Each line of the records containing "hand" is to be copied out and returned.
# # # # # # #
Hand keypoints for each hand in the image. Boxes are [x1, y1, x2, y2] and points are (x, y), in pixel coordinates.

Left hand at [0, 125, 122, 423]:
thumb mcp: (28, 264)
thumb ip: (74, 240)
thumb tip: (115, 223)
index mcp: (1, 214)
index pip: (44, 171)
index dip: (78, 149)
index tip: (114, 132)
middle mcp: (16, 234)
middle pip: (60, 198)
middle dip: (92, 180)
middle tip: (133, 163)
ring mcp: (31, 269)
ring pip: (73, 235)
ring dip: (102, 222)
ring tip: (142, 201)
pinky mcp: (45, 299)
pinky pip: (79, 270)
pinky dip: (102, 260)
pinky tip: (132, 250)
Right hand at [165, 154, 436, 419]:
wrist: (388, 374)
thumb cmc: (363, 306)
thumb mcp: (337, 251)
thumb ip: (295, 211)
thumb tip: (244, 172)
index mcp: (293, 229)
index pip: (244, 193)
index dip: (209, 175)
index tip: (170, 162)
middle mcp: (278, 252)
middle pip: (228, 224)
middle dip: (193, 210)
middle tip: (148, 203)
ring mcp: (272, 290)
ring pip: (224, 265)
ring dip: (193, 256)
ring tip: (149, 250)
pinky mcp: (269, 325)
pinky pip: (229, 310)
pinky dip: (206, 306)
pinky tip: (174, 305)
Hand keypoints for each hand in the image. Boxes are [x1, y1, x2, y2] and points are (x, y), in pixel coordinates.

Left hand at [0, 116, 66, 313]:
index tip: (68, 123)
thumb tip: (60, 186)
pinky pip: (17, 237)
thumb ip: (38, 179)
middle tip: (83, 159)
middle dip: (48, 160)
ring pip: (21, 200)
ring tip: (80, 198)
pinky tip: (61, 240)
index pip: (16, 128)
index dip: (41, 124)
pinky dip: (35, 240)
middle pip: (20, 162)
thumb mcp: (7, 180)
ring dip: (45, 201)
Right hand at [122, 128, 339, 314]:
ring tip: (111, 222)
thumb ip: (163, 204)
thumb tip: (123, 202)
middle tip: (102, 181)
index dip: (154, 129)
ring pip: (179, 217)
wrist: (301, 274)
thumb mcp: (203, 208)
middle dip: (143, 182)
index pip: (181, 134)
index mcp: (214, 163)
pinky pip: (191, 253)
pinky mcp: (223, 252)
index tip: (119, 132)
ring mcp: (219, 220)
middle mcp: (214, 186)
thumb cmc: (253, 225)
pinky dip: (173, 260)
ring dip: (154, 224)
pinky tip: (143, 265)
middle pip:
# # # # # # #
* _WORKED SOLUTION_:
Hand keypoints for each hand in the image. Boxes are [x1, y1, x2, y2] and points are (x, y), in pixel coordinates.
Left hand at [0, 125, 122, 423]:
Right hand at [165, 154, 436, 419]:
Hand keypoints for each hand in the image. Boxes are [x1, y1, x2, y2] and points are (x, y), in pixel coordinates.
Left hand at [0, 116, 66, 313]:
Right hand at [122, 128, 339, 314]:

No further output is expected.